I will confess that I did not. Like a lot of folk on this thread, I had lost the plot and was merely skimming through, amazed at the level to which everything had descended. I fully appreciate my own part in this, and will try to avoid this section of the Internet soon.

However, my point about the cards is still a valid one, I think. Why would you suggest that total strangers might want to view innocuous footage of themselves on YouTube? You didn't offer a card to the couple at the train track you recently filmed, which makes me wonder about your true motivations.

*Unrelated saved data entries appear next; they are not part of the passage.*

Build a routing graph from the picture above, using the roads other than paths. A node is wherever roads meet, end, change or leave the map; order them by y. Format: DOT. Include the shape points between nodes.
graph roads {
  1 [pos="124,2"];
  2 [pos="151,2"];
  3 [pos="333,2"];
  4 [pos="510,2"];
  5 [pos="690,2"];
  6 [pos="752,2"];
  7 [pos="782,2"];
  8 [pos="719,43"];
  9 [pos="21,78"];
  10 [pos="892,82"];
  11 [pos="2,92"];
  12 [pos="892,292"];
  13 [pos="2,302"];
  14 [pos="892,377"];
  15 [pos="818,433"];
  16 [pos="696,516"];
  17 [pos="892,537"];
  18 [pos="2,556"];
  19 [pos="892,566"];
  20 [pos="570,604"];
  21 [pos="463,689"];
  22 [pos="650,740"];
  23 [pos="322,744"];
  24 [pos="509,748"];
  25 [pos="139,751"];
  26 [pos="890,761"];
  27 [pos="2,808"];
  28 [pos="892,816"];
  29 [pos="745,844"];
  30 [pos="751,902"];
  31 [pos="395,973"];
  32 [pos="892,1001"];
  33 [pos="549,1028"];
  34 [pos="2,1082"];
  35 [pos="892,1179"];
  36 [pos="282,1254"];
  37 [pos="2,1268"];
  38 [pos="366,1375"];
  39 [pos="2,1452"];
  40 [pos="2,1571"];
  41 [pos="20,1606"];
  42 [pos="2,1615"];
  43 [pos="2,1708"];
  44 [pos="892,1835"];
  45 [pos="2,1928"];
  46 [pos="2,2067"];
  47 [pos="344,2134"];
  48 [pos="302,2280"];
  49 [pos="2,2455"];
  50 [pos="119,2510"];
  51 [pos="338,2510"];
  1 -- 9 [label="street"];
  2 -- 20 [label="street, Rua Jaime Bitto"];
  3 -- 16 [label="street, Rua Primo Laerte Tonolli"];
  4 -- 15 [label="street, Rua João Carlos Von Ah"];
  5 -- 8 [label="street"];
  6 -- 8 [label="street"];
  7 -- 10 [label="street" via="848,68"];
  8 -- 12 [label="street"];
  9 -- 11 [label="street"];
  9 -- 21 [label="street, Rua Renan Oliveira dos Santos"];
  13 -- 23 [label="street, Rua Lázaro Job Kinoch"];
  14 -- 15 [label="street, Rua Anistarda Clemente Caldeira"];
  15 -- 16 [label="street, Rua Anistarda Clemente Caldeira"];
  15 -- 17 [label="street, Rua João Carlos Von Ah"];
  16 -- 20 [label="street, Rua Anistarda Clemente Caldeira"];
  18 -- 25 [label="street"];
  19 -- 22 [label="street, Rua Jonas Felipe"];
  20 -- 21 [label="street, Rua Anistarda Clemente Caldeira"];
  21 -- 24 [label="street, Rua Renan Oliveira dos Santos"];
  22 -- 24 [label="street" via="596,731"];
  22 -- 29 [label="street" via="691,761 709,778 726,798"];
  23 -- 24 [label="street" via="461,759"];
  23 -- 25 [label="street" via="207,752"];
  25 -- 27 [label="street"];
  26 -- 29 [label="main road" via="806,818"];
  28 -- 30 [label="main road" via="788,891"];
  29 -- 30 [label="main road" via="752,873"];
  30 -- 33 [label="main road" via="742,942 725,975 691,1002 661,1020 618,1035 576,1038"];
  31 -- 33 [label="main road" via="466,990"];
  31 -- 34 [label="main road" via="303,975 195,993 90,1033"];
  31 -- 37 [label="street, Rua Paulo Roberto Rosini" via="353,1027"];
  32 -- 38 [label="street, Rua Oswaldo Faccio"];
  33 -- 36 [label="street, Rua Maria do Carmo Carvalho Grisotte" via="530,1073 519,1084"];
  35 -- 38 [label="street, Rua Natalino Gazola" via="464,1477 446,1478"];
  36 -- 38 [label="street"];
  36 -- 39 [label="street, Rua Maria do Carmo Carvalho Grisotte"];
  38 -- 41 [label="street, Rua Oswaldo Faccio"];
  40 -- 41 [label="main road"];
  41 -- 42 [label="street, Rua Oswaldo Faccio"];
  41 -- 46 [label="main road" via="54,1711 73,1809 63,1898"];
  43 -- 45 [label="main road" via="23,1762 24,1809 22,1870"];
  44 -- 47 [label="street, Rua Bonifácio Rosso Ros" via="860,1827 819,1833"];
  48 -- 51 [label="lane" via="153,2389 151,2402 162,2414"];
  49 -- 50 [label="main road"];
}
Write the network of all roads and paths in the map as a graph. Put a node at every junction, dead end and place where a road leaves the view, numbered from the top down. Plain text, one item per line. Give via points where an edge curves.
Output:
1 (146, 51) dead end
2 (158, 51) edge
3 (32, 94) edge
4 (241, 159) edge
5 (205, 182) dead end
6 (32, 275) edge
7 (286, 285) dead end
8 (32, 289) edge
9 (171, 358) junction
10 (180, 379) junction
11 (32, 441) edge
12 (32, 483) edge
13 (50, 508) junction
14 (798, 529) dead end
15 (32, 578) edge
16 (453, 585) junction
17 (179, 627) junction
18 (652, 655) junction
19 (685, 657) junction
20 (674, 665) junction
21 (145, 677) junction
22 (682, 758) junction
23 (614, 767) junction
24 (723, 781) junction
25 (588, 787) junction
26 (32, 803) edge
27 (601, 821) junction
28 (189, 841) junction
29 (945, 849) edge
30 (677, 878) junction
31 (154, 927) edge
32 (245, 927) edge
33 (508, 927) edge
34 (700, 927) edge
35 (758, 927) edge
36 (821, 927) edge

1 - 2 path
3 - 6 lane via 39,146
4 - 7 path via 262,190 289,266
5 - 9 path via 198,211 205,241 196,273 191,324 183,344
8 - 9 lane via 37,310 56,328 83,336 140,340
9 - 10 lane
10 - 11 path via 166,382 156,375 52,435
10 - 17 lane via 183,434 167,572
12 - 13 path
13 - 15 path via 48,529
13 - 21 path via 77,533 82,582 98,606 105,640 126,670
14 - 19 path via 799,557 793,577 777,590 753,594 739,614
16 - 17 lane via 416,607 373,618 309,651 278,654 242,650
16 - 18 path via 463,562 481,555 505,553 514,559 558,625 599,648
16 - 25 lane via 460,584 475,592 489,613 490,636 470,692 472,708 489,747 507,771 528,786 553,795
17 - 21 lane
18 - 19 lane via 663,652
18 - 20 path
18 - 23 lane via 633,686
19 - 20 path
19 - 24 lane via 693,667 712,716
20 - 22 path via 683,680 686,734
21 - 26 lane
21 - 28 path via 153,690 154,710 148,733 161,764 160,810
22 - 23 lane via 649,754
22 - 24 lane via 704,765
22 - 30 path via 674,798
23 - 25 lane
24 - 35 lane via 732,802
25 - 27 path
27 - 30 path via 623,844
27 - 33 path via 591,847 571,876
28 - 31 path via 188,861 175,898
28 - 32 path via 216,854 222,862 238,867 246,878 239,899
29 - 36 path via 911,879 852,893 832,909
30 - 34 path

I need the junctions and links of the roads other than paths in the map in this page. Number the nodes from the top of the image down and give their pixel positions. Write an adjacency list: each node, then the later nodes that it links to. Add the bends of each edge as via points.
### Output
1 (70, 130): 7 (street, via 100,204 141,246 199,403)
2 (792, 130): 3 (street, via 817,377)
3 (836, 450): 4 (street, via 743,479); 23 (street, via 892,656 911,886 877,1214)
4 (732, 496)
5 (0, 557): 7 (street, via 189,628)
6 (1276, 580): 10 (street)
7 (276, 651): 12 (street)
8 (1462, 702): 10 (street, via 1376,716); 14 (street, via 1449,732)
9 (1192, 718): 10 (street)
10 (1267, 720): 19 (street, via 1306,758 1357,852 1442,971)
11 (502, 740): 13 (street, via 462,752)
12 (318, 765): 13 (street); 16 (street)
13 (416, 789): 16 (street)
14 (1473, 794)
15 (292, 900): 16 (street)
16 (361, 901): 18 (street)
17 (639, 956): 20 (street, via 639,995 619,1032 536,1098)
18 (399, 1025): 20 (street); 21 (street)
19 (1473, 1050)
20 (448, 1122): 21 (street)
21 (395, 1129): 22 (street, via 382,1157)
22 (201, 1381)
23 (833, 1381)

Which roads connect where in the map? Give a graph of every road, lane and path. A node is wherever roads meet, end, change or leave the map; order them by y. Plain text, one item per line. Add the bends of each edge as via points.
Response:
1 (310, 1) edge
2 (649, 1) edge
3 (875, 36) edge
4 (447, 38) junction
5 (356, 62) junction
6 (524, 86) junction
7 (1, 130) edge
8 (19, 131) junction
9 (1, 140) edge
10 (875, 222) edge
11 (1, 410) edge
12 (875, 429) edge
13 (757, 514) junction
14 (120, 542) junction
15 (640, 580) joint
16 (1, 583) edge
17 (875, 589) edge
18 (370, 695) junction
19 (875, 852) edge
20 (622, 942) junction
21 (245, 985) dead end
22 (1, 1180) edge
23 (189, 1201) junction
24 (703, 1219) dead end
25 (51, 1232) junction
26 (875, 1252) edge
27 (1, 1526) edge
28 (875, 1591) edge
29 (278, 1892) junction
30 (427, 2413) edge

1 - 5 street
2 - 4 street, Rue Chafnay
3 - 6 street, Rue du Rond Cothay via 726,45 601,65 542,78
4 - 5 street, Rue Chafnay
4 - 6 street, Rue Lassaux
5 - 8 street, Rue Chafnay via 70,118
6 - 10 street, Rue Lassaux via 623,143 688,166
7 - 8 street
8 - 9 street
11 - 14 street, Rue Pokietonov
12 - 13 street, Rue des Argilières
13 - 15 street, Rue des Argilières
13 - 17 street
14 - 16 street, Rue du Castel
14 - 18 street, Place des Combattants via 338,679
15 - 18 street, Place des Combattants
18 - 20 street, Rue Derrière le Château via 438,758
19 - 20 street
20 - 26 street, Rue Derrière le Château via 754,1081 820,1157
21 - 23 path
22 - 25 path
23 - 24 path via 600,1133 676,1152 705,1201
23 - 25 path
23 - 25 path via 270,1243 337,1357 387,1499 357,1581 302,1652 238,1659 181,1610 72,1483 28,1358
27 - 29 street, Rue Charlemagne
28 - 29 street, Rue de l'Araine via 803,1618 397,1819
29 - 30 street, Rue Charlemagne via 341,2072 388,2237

Before I'm accused of bullying or abuse, there is no malice behind my comments. I'm just trying to understand your viewpoint, as well as offering mine.


----------



## AndyRM (27 Aug 2013)

jarlrmai said:


> I'm interested in reason why the cards discredit arguments against bad driving?
> 
> other than some sort of school ground "don't telling on people to teacher" attitude?



Nothing of the sort.

For me, it smacks of self promotion on YouTube, rather than actually addressing poor driving. You can be paid for subscribers and views, hence my question about Mr. T's reason for the cards, which as he said, and I have now realised, he doesn't even hand out to poor drivers.


----------



## Matthew_T (27 Aug 2013)

AndyRM said:


> However, my point about the cards is still a valid one, I think. Why would you suggest that total strangers might want to view innocuous footage of themselves on YouTube? You didn't offer a card to the couple at the train track you recently filmed, which makes me wonder about your true motivations.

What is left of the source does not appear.